YOUR OBJECTIVE -> All pictures must be left out as you transcribe the lines from the first line of the data to the line containing "index dip: (366, 248)", both included.

____

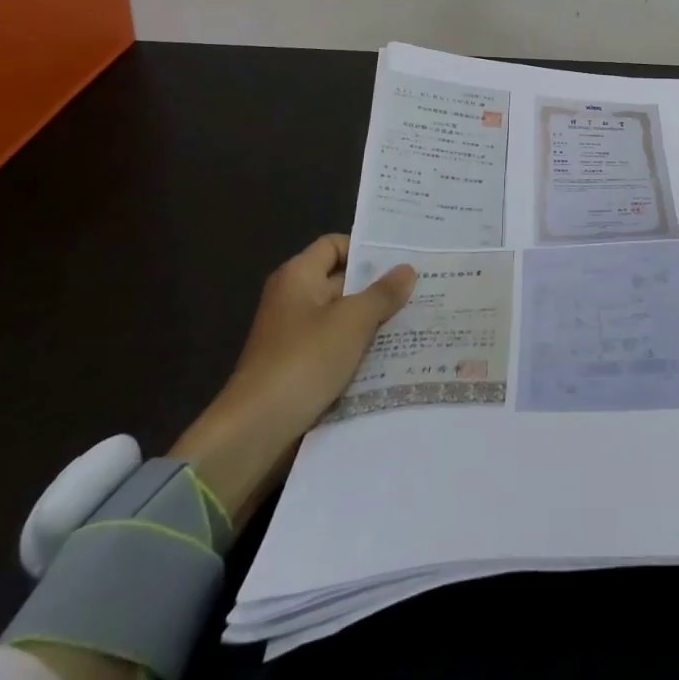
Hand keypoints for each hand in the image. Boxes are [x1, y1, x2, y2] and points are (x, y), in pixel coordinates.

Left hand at [172, 234, 414, 527]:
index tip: (402, 258)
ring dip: (374, 322)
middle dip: (379, 287)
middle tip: (423, 287)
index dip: (366, 248)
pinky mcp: (300, 370)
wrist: (255, 434)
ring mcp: (296, 337)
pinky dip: (361, 350)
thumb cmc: (303, 362)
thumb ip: (382, 293)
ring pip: (344, 319)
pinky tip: (395, 356)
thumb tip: (407, 269)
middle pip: (342, 281)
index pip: (335, 245)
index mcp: (298, 277)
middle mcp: (294, 301)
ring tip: (418, 320)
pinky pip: (338, 349)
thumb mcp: (352, 322)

____

ANSWER BOX ->
Hand keypoints for each hand in the image. Boxes are [x1, y1, x2, y2] and points are (x, y), in pixel coordinates.

Left hand at [172, 234, 414, 527]:
index tip: (402, 258)
ring dip: (374, 322)
middle dip: (379, 287)
middle tip: (423, 287)
index dip: (366, 248)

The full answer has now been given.